Since I keep on humming the classic Sound of Music song to myself, I was already thinking of writing a post about some of my favourite things this Christmas, and then my daily Enneathought suggested that “On Boxing Day, which can be a day of recovery from celebrations, quietly reflect on your blessings. As a Nine, consider the ways you are blessed with being optimistic, good-natured, and creative.” So today I am celebrating the blessings of my life, and the blessings of being me! :-)

Enjoying our newly renovated den with friends who really appreciate it, and who experienced Den #1 enough to know how significant the changes are! My very creative friend Abigail just made us two gorgeous cushions to grace our ruby red sectional sofa, making the lovely room even prettier. And I’ve been lighting candles often in the evenings for a wonderful inviting ambiance. Today’s happy scene: four of us spaced out the sofa with either book (thanks for mine, Joanna!) or ipad or laptop, perhaps snoozing, maybe with blanket and cat on lap... just being. Old friends (length of acquaintance rather than age!) are great for this: we can laugh, remember, get serious, get heated, be silent; everyone naturally mucks in to clear up, cook breakfast, wash up, initiate something to watch or a good conversation, carve the turkey, peel and chop vegetables, make (lots of) coffee... Comfortable.
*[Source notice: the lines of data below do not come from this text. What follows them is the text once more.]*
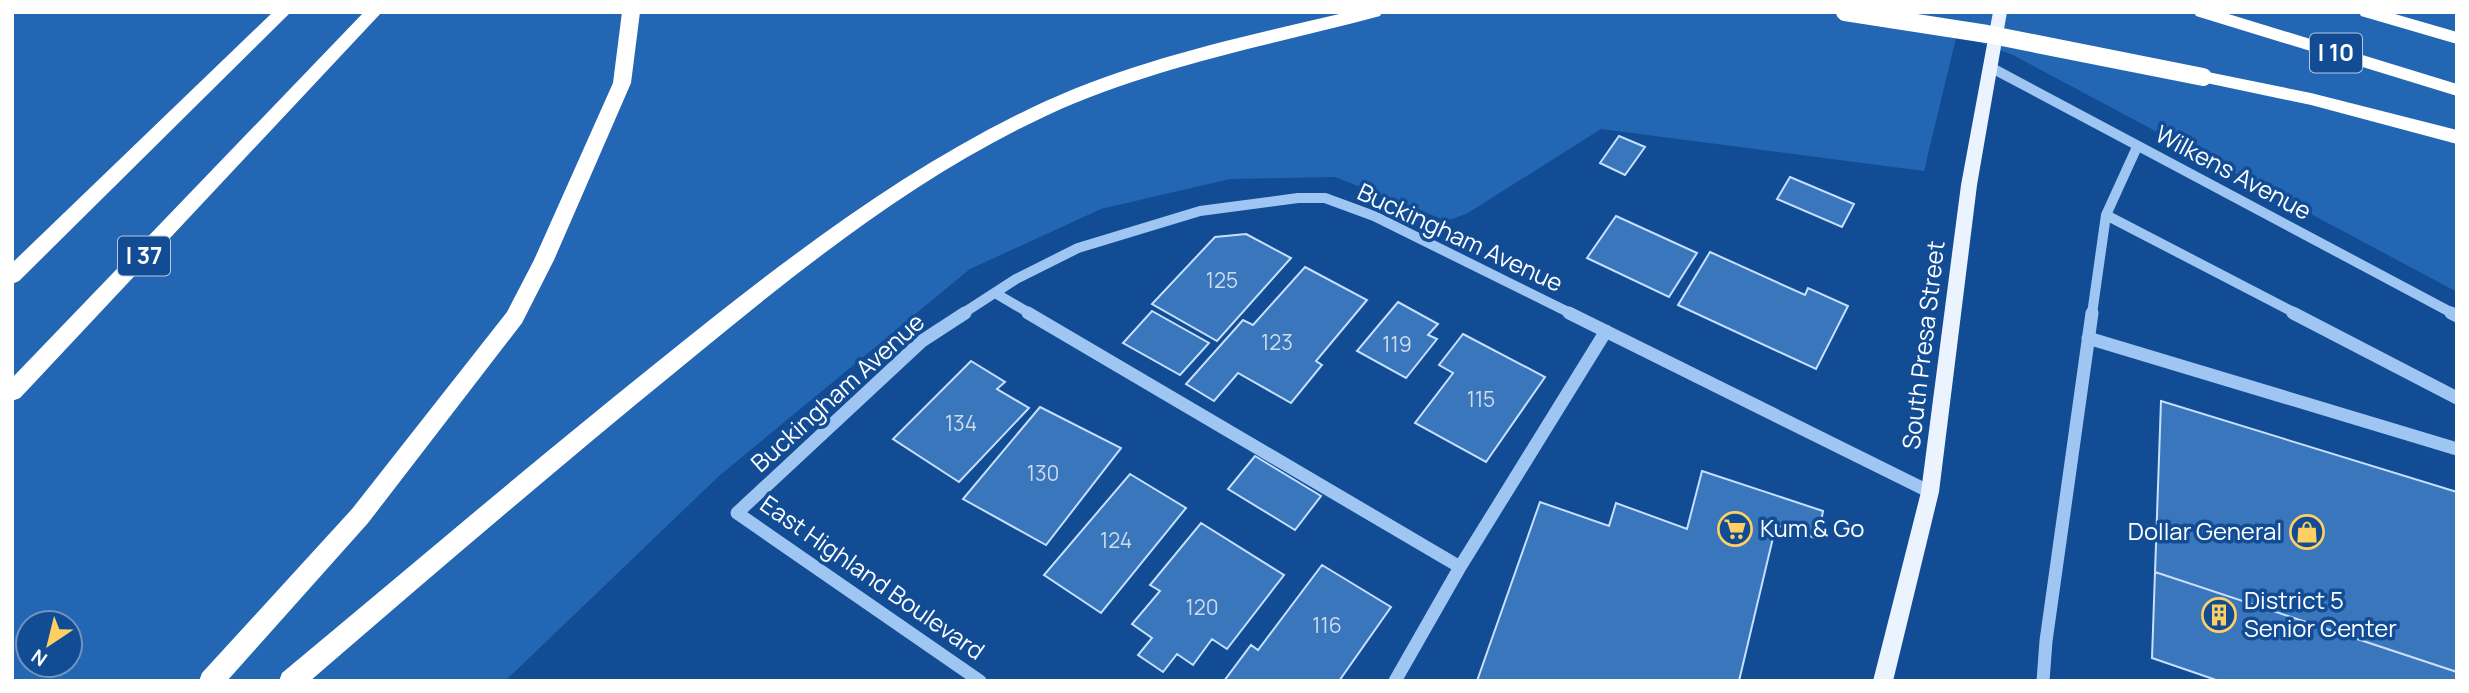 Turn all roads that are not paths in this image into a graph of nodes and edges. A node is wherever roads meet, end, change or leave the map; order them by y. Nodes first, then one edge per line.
1 (283, 12) edge
2 (374, 12) edge
3 (631, 12) edge
4 (1374, 12) edge
5 (1845, 12) edge
6 (2000, 12) edge
7 (2367, 12) edge
8 (2209, 14) edge
9 (2457, 38) edge
10 (1990, 67) junction
11 (2457, 90) edge
12 (2457, 137) edge
13 (2137, 147) junction
14 (2106, 215) junction
15 (12, 276) edge
16 (995, 293) junction
17 (2457, 316) edge
18 (1606, 331) junction
19 (2088, 338) junction
20 (12, 392) edge
21 (2457, 398) edge
22 (2457, 449) edge
23 (1930, 492) junction
24 (737, 513) joint
25 (1460, 567) junction
26 (211, 681) edge
27 (291, 681) edge
28 (980, 681) edge
29 (1395, 681) edge
30 (1883, 681) edge
31 (2043, 681) edge

1 - 15 highway
2 - 20 highway, I 37
3 - 26 highway
4 - 27 highway
5 - 12 highway, bridge
6 - 10 main road, South Presa Street
7 - 9 highway, I 10
8 - 11 highway, I 10
10 - 13 street, Wilkens Avenue
10 - 23 main road, South Presa Street
13 - 14 street
13 - 17 street, Wilkens Avenue
14 - 19 street
14 - 21 street
16 - 18 street, Buckingham Avenue
16 - 24 street, Buckingham Avenue
16 - 25 street
18 - 23 street, Buckingham Avenue
18 - 25 street
19 - 22 street
19 - 31 street
23 - 30 main road, South Presa Street
24 - 28 street, East Highland Boulevard
25 - 29 street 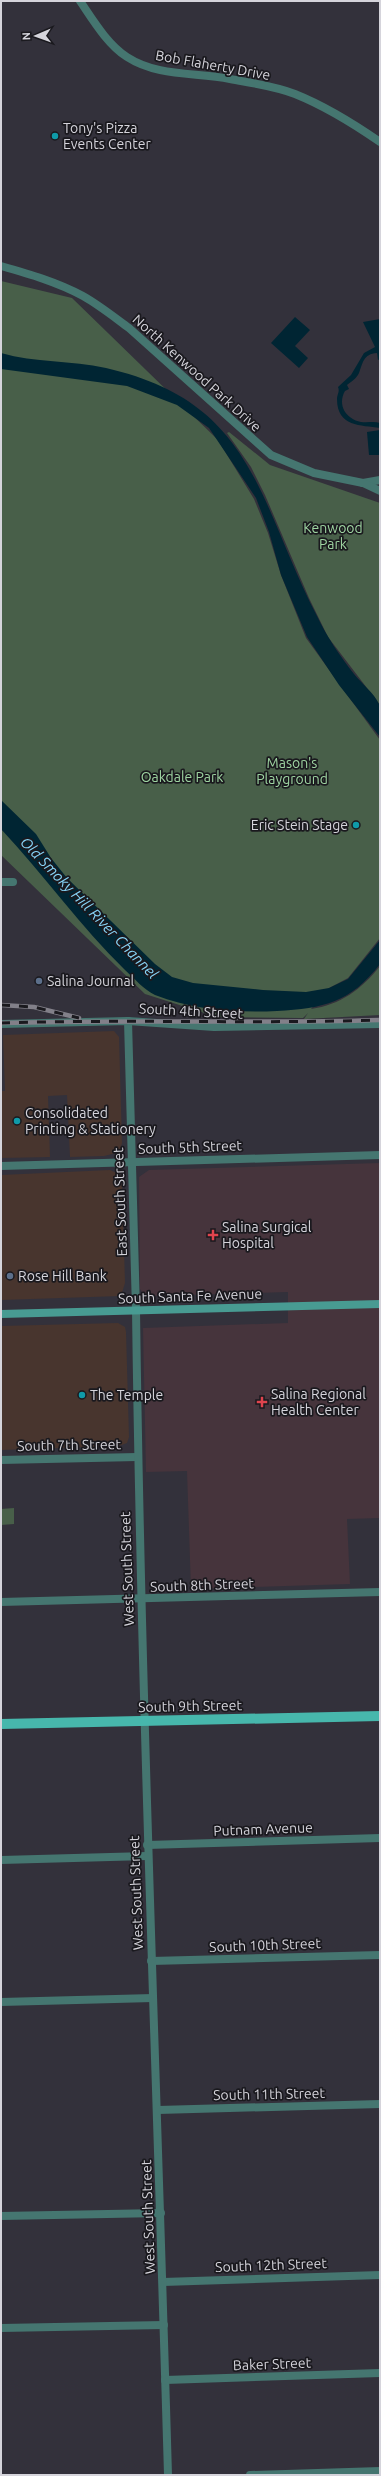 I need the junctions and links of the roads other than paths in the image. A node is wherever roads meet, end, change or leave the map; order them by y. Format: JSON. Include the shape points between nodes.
{"nodes":[{"id":1,"x":80,"y":1,"type":"edge"},
{"id":2,"x":380,"y":142,"type":"edge"},
{"id":3,"x":1,"y":266,"type":"edge"},
{"id":4,"x":380,"y":480,"type":"edge"},
{"id":5,"x":363,"y":484,"type":"junction"},
{"id":6,"x":380,"y":491,"type":"edge"},
{"id":7,"x":1,"y":882,"type":"edge"},
{"id":8,"x":13,"y":882,"type":"dead end"},
{"id":9,"x":128,"y":1021,"type":"junction"},
{"id":10,"x":1,"y":1024,"type":"edge"},
{"id":11,"x":380,"y":1024,"type":"edge"},
{"id":12,"x":380,"y":1154,"type":"edge"},
{"id":13,"x":132,"y":1162,"type":"junction"},
{"id":14,"x":1,"y":1166,"type":"edge"},
{"id":15,"x":380,"y":1304,"type":"edge"},
{"id":16,"x":136,"y":1310,"type":"junction"},
{"id":17,"x":1,"y":1314,"type":"edge"},
{"id":18,"x":137,"y":1457,"type":"junction"},
{"id":19,"x":1,"y":1460,"type":"edge"},
{"id":20,"x":380,"y":1592,"type":"edge"},
{"id":21,"x":141,"y":1599,"type":"junction"},
{"id":22,"x":1,"y":1602,"type":"edge"},
{"id":23,"x":380,"y":1716,"type":"edge"},
{"id":24,"x":143,"y":1721,"type":"junction"},
{"id":25,"x":1,"y":1724,"type":"edge"},
{"id":26,"x":380,"y":1838,"type":"edge"},
{"id":27,"x":147,"y":1845,"type":"junction"},
{"id":28,"x":147,"y":1856,"type":"junction"},
{"id":29,"x":1,"y":1860,"type":"edge"},
{"id":30,"x":380,"y":1955,"type":"edge"},
{"id":31,"x":151,"y":1961,"type":"junction"},
{"id":32,"x":153,"y":1998,"type":"junction"},
{"id":33,"x":1,"y":2002,"type":"edge"},
{"id":34,"x":380,"y":2104,"type":"edge"},
{"id":35,"x":158,"y":2110,"type":"junction"},
{"id":36,"x":161,"y":2213,"type":"junction"},
{"id":37,"x":1,"y":2216,"type":"edge"},
{"id":38,"x":380,"y":2275,"type":"edge"},
{"id":39,"x":163,"y":2282,"type":"junction"},
{"id":40,"x":164,"y":2325,"type":"junction"},
{"id":41,"x":1,"y":2328,"type":"edge"},
{"id":42,"x":380,"y":2373,"type":"edge"},
{"id":43,"x":165,"y":2380,"type":"junction"},
{"id":44,"x":380,"y":2471,"type":"edge"},
{"id":45,"x":168,"y":2475,"type":"edge"},
{"id":46,"x":250,"y":2475,"type":"edge"}],
"edges":[{"from":1,"to":2,"type":"street","name":"Bob Flaherty Drive","via":[[103,34],[126,56],[141,65],[165,72],[228,78],[294,94],[356,126]]},
{"from":3,"to":5,"type":"street","name":"North Kenwood Park Drive","via":[[54,282],[84,296],[104,310],[129,328],[271,455],[314,473]]},
{"from":4,"to":5,"type":"street"},
{"from":5,"to":6,"type":"street","name":"North Kenwood Park Drive"},
{"from":7,"to":8,"type":"street"},
{"from":9,"to":10,"type":"street","name":"South 4th Street"},
{"from":9,"to":11,"type":"street","name":"South 4th Street","via":[[214,1027]]},
{"from":9,"to":13,"type":"street","name":"East South Street"},
{"from":12,"to":13,"type":"street","name":"South 5th Street"},
{"from":13,"to":14,"type":"street","name":"South 5th Street"},
{"from":13,"to":16,"type":"street","name":"East South Street"},
{"from":15,"to":16,"type":"main road","name":"South Santa Fe Avenue"},
{"from":16,"to":17,"type":"main road","name":"South Santa Fe Avenue"},
{"from":16,"to":18,"type":"street","name":"West South Street"},
{"from":18,"to":19,"type":"street","name":"South 7th Street"},
{"from":18,"to":21,"type":"street","name":"West South Street"},
{"from":20,"to":21,"type":"street","name":"South 8th Street"},
{"from":21,"to":22,"type":"street","name":"South 8th Street"},
{"from":21,"to":24,"type":"street","name":"West South Street"},
{"from":23,"to":24,"type":"main road","name":"South 9th Street"},
{"from":24,"to":25,"type":"main road","name":"South 9th Street"},
{"from":24,"to":27,"type":"street","name":"West South Street"},
{"from":26,"to":27,"type":"street","name":"Putnam Avenue"},
{"from":27,"to":28,"type":"street","name":"West South Street"},
{"from":28,"to":29,"type":"street"},
{"from":28,"to":31,"type":"street","name":"West South Street"},
{"from":30,"to":31,"type":"street","name":"South 10th Street"},
{"from":31,"to":32,"type":"street","name":"West South Street"},
{"from":32,"to":33,"type":"street"},
{"from":32,"to":35,"type":"street","name":"West South Street"},
{"from":34,"to":35,"type":"street","name":"South 11th Street"},
{"from":35,"to":36,"type":"street","name":"West South Street"},
{"from":36,"to":37,"type":"street"},
{"from":36,"to":39,"type":"street","name":"West South Street"},
{"from":38,"to":39,"type":"street","name":"South 12th Street"},
{"from":39,"to":40,"type":"street","name":"West South Street"},
{"from":40,"to":41,"type":"street"},
{"from":40,"to":43,"type":"street","name":"West South Street"},
{"from":42,"to":43,"type":"street","name":"Baker Street"},
{"from":43,"to":45,"type":"street","name":"West South Street"},
{"from":44,"to":46,"type":"street"}]} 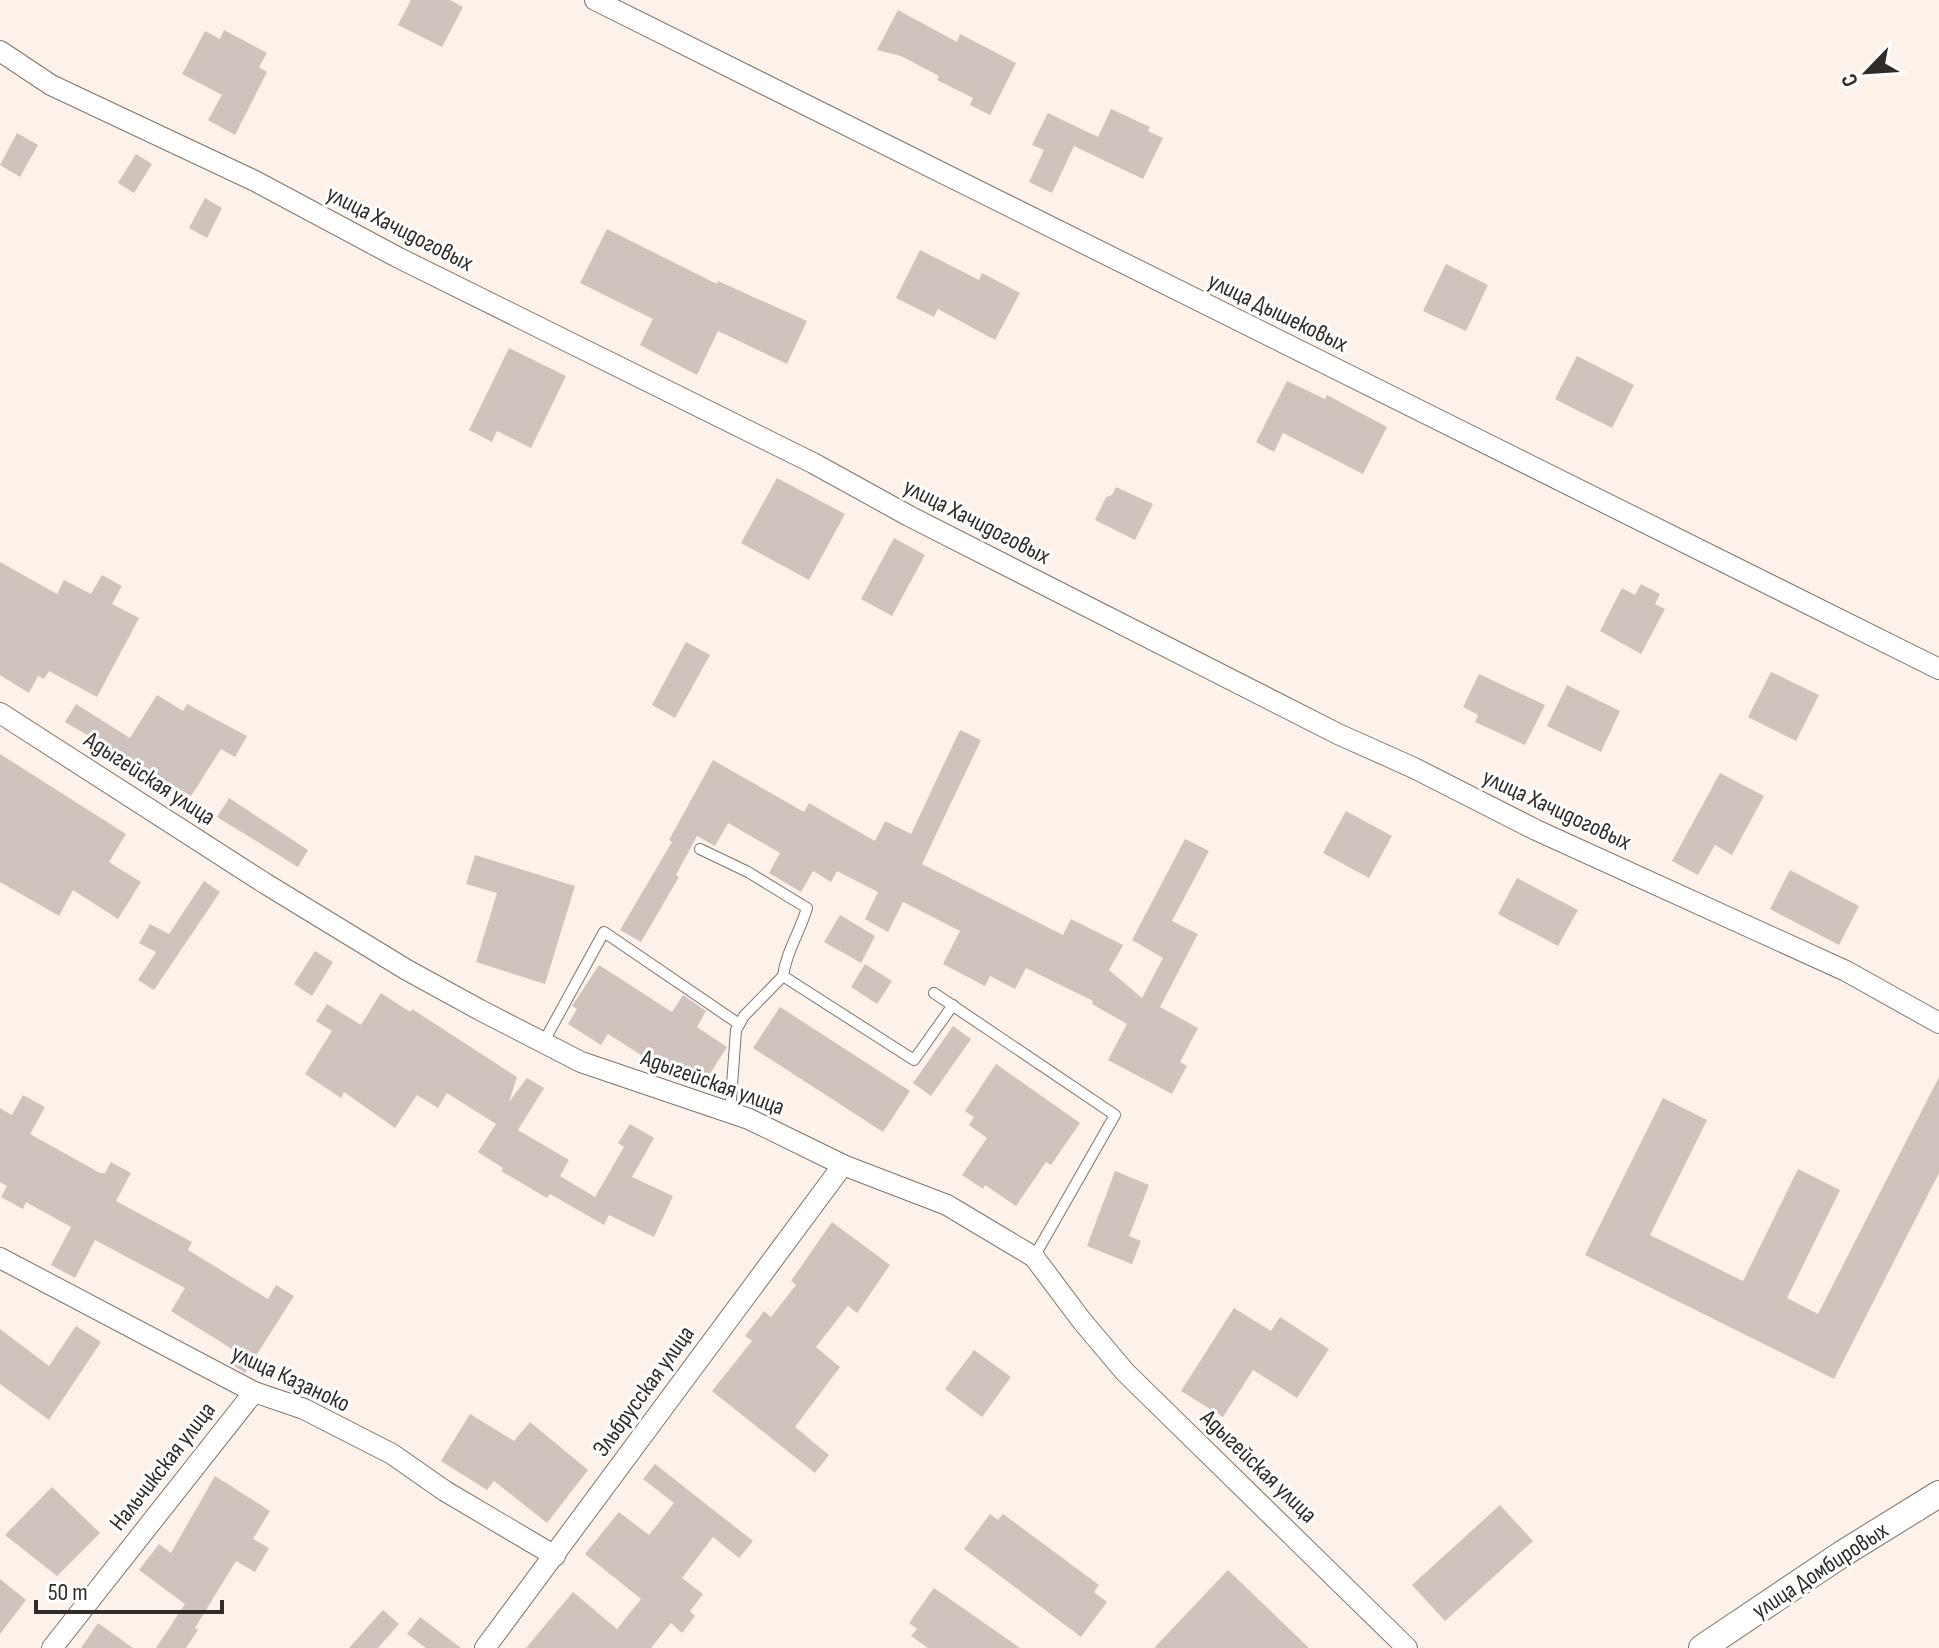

The pleasure and satisfaction I get from cooking a lovely meal, making the table and house look pretty, and choosing presents for loved ones that I know they will enjoy... coupled with Jeremy’s very real gratitude with how I “make Christmas happen, and do it so well”. :-) After so much thought and planning (and shopping!) these last weeks, I was especially happy that I still have a good sense of what Amélie will love. It's so gratifying to witness her joy and delight. These celebrations definitely are a LOT of work, but they are worth it... Satisfaction.

Starting to read The Lion, the Witch and the Wardrobe to Amélie on Christmas Day 2011, with snow gently falling outside and the lights of the Christmas tree twinkling in the corner or the room. I absolutely loved reading it to her, and am so looking forward to working our way through the whole series (which my Mum and Dad are sending to her a book at a time) and rediscovering it as an adult; Amélie, too, was evidently already captured by the story and characters. Joy!

My new snugly red robe from Long Tall Sally (a gift from Jeremy), which almost reaches my feet and is incredibly warm, and almost matches my favourite sofa! I‘ve never had a robe this long or beautiful or warm and it makes me happy! I keep on wanting to repeat the brilliant line from Despicable Me (there spoken by the littlest girl about the soft unicorn she really wants): “It’s so fluffy I’m gonna die!” :-) Fluffiness!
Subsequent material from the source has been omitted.